** WHAT NEEDS TO BE DONE **
Below is a block of entries, which should be copied verbatim apart from the pictures.

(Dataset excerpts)
+--

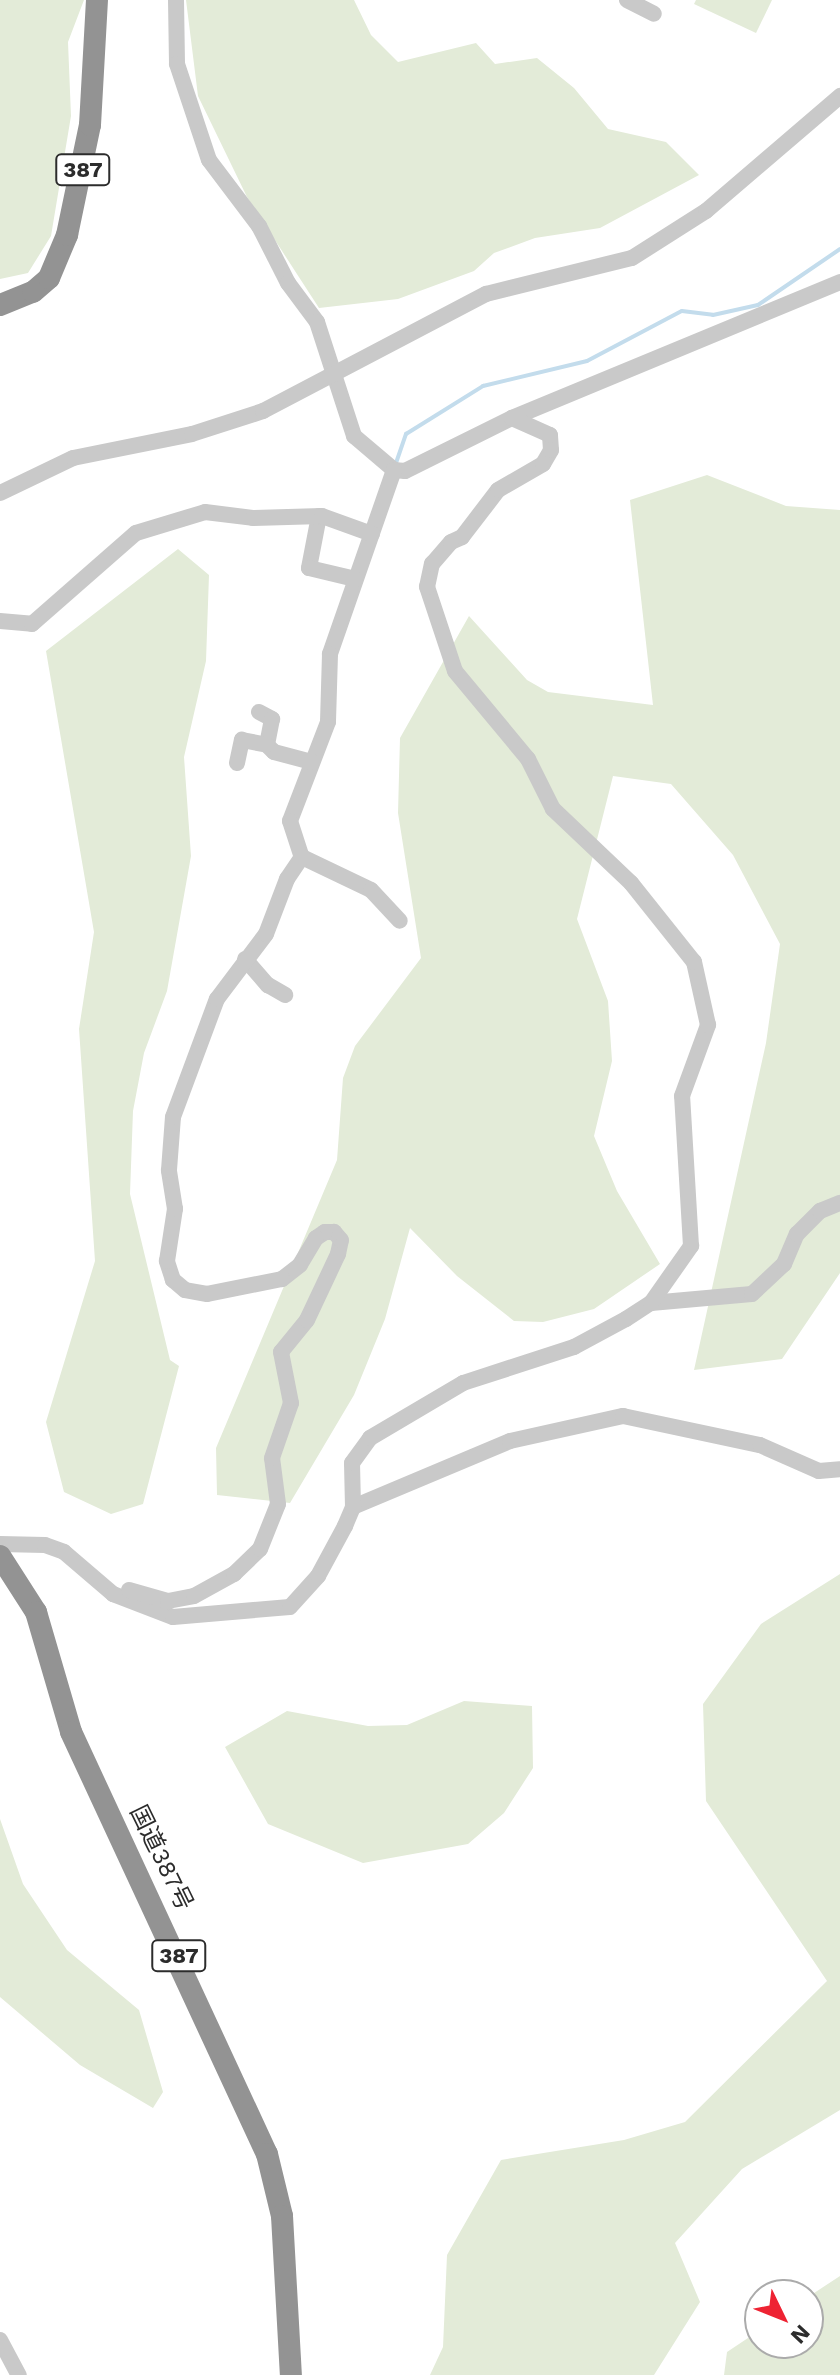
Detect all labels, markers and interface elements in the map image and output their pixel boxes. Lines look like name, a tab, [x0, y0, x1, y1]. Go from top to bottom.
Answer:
road number: 387	[55, 152, 111, 188]
street label: 国道387号	[123, 1801, 199, 1915]
road number: 387	[151, 1938, 207, 1974]
north arrow	[744, 2279, 824, 2359]
text: N	[786, 2320, 815, 2349]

+--

** REPLY **
Detect all labels, markers and interface elements in the map image and output their pixel boxes. Lines look like name, a tab, [x0, y0, x1, y1]. Go from top to bottom.
Answer:
road number: 387	[55, 152, 111, 188]
street label: 国道387号	[123, 1801, 199, 1915]
road number: 387	[151, 1938, 207, 1974]
north arrow	[744, 2279, 824, 2359]
text: N	[786, 2320, 815, 2349]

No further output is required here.